Ernie Misner wrote:
So here's a question - if you have two images, both the same except one is a very large and the other a very small file size, wouldn't the small one require different sharpening settings? (and thus need to be sharpened after resizing so small)
File size (megabytes) doesn't make any difference for sharpening. But image size in pixel dimensions is very important.
Consider a few things about an image. The sensor has a physical size, and it has a set number of pixels for each dimension. Lets consider only the horizontal dimension (and assume the number of pixels per mm are identical for the vertical dimention). If there are 4800 pixels across an image that is projected onto a 24mm wide sensor, that is 200 pixels per mm. Resolution is measured in "line pairs", which means a pair of pixels. With that sensor you could have 100 pairs of vertical lines per mm that would resolve. A fine textured piece of silk might have that detail (and could have more, but that can't be resolved and instead you may see really ugly moire patterns). And also a course textured fabric might have fewer, and they will all be perfectly resolved. (Lets assume the silk is exactly 100 lp/mm, and the other fabric is 50 lp/mm or twice as course.)
The fine textured silk has a high spatial frequency, and the course texture fabric presents a lower spatial frequency. That is important because what a Sharpen tool does, virtually no matter what type it is, is pick out the higher spatial frequencies and add contrast to them, but not to lower spatial frequencies.

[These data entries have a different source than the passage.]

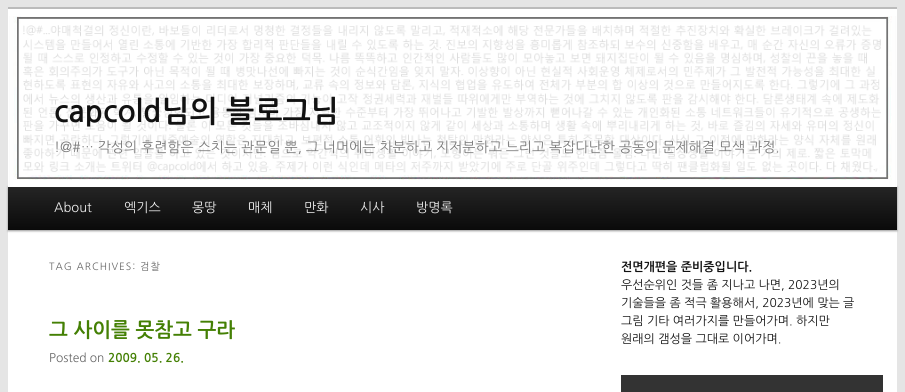 #include <cairo.h>
#include <math.h>
#include <stddef.h>


static void rgb(cairo_t *cr, int r, int g, int b)
{
	cairo_set_source_rgb(cr, r / 255.0, g / 255.0, b / 255.0);
}

static void face(cairo_t *cr, const char *family, double size, int italic, int bold)
{
	cairo_select_font_face(cr, family, italic ? CAIRO_FONT_SLANT_ITALIC : CAIRO_FONT_SLANT_NORMAL,
		bold ? CAIRO_FONT_WEIGHT_BOLD : CAIRO_FONT_WEIGHT_NORMAL);
	cairo_set_font_size(cr, size);
}

static void label(cairo_t *cr, double x, double y, const char *s)
{
	cairo_move_to(cr, x, y);
	cairo_show_text(cr, s);
}

static void tracked(cairo_t *cr, double x, double y, const char *s, double letter, double word)
{
	cairo_move_to(cr, x, y);
	while (*s) {
		char ch[5] = {0};
		int n = 0;
		do ch[n++] = *s++; while ((*s & 0xC0) == 0x80);
		cairo_show_text(cr, ch);
		cairo_rel_move_to(cr, letter + word * (*ch == ' '), 0);
	}
}

static void rect(cairo_t *cr, double x, double y, double w, double h)
{
	cairo_rectangle(cr, x, y, w, h);
	cairo_fill(cr);
}

static void rrect(cairo_t *cr, double x, double y, double w, double h, double r)
{
	cairo_new_sub_path(cr);
	cairo_arc(cr, x + w - r, y + h - r, r, 0, M_PI / 2);
	cairo_arc(cr, x + r, y + h - r, r, M_PI / 2, M_PI);
	cairo_arc(cr, x + r, y + r, r, M_PI, 1.5 * M_PI);
	cairo_arc(cr, x + w - r, y + r, r, 1.5 * M_PI, 2 * M_PI);
	cairo_close_path(cr);
}

static void soft_shadow(cairo_t *cr, double x, double y, double w, double h, double r, double blur, double alpha)
{
	cairo_push_group_with_content(cr, CAIRO_CONTENT_ALPHA);
	cairo_set_operator(cr, CAIRO_OPERATOR_SOURCE);
	for (int i = 15; i >= -15 && fmin(w, h) + blur * i / 3 > 0; i -= 2) {
		double e = blur * i / 6;
		cairo_set_source_rgba(cr, 0, 0, 0, alpha * erfc((i - 1) / 8.5) / 2);
		rrect(cr, x - e, y - e, w + 2 * e, h + 2 * e, fmax(0, fmin(r + e + blur * .6, fmin(w, h) / 2 + e)));
		cairo_fill(cr);
	}
	cairo_pattern_t *soft = cairo_pop_group(cr);
	cairo_mask(cr, soft);
	cairo_pattern_destroy(soft);
}

static void image(cairo_t *cr, const char *path, double x, double y, double w, double h)
{
	cairo_surface_t *image = cairo_image_surface_create_from_png(path);
	cairo_save(cr);
	cairo_set_source_surface(cr, image, x, y);
	cairo_rectangle(cr, x, y, w, h);
	cairo_fill(cr);
	cairo_restore(cr);
	cairo_surface_destroy(image);
}

static void draw(cairo_t *cr) {
	cairo_pattern_t *gradient;
	rgb(cr, 229, 229, 229);
	cairo_paint(cr);
	rgb(cr, 255, 255, 255);
	rect(cr, 8, 9, 889, 383);
	rgb(cr, 187, 187, 187);
	rect(cr, 8, 7, 889, 2);
	rgb(cr, 0, 0, 0);
	soft_shadow(cr, 8, 187, 889, 44, 0, 1, 0.4);
	image(cr, "image0.png", 8, 16, 889, 171);
	face(cr, "NanumGothic", 30, 0, 1);
	rgb(cr, 17, 17, 17);
	label(cr, 54, 122, "capcold님의 블로그님");
	face(cr, "NanumGothic", 14, 0, 0);
	rgb(cr, 122, 122, 122);
	label(cr, 54, 152, "!@#… 각성의 후련함은 스치는 관문일 뿐, 그 너머에는 차분하고 지저분하고 느리고 복잡다난한 공동의 문제해결 모색 과정.");
	gradient = cairo_pattern_create_linear(453, 186, 453, 230);
	cairo_pattern_add_color_stop_rgba(gradient, 0, 0.145, 0.145, 0.145, 1);
	cairo_pattern_add_color_stop_rgba(gradient, 1, 0.039, 0.039, 0.039, 1);
	cairo_set_source(cr, gradient);
	cairo_pattern_destroy(gradient);
	rect(cr, 8, 187, 889, 43);
	face(cr, "NanumGothic", 13, 0, 0);
	rgb(cr, 238, 238, 238);
	label(cr, 54, 212, "About");
	label(cr, 124, 212, "엑기스");
	label(cr, 192, 212, "몽땅");
	label(cr, 248, 212, "매체");
	label(cr, 304, 212, "만화");
	label(cr, 360, 212, "시사");
	label(cr, 416, 212, "방명록");
	face(cr, "NanumGothic", 10, 0, 0);
	rgb(cr, 102, 102, 102);
	tracked(cr, 49, 270, "TAG ARCHIVES: 검찰", 1, 0);
	face(cr, "NanumGothic", 20, 0, 1);
	rgb(cr, 68, 128, 4);
	label(cr, 49, 337, "그 사이를 못참고 구라");
	face(cr, "NanumGothic", 12, 0, 0);
	rgb(cr, 102, 102, 102);
	label(cr, 49, 362, "Posted on");
	face(cr, "NanumGothic", 12, 0, 1);
	rgb(cr, 68, 128, 4);
	label(cr, 108, 362, "2009. 05. 26.");
	rgb(cr, 17, 17, 17);
	label(cr, 621, 271, "전면개편을 준비중입니다.");
	face(cr, "NanumGothic", 12, 0, 0);
	label(cr, 621, 289, "우선순위인 것들 좀 지나고 나면, 2023년의");
	label(cr, 621, 307, "기술들을 좀 적극 활용해서, 2023년에 맞는 글");
	label(cr, 621, 325, "그림 기타 여러가지를 만들어가며. 하지만");
	label(cr, 621, 343, "원래의 갬성을 그대로 이어가며.");
	rgb(cr, 51, 51, 51);
	rect(cr, 621, 375, 262, 17);
}

int main(void) {
	cairo_surface_t *surface = cairo_image_surface_create(CAIRO_FORMAT_RGB24, 905, 392);
	cairo_t *cr = cairo_create(surface);
	cairo_font_options_t *options = cairo_font_options_create();
	cairo_font_options_set_hint_metrics(options, CAIRO_HINT_METRICS_OFF);
	cairo_font_options_set_hint_style(options, CAIRO_HINT_STYLE_NONE);
	cairo_set_font_options(cr, options);
	cairo_set_miter_limit(cr, 4);
	draw(cr);
	cairo_surface_write_to_png(surface, "render.png");
	cairo_font_options_destroy(options);
	cairo_destroy(cr);
	cairo_surface_destroy(surface);
	return 0;
}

Ahhh, wonderful... so why not sharpen an image as the first step, to get an idea what it will really look like? A lot of people recommend a slight amount of sharpen, and all it does is let you see a sharper image to start with, but has little to no effect on the final product. Why is that? It's because sharpen only works on the highest spatial frequency data in the image. It might, for example in the situation described above, only work on data that is between 75 and 100 lp/mm. That is, it would affect the silk but not the other fabric. And the problem is because at a later stage we will resample to a lower resolution (smaller pixel dimensions) and
remove all high frequency spatial data. Which of course removes everything that was just sharpened.
If we resample the 4800 pixel line down to 2400 pixels, there are now only 100 pixels per mm, or 50 lp/mm. The sharpening only affected what was above 75 lp/mm. It's gone.
We have to resharpen after any resampling. So those are the last two stages in editing.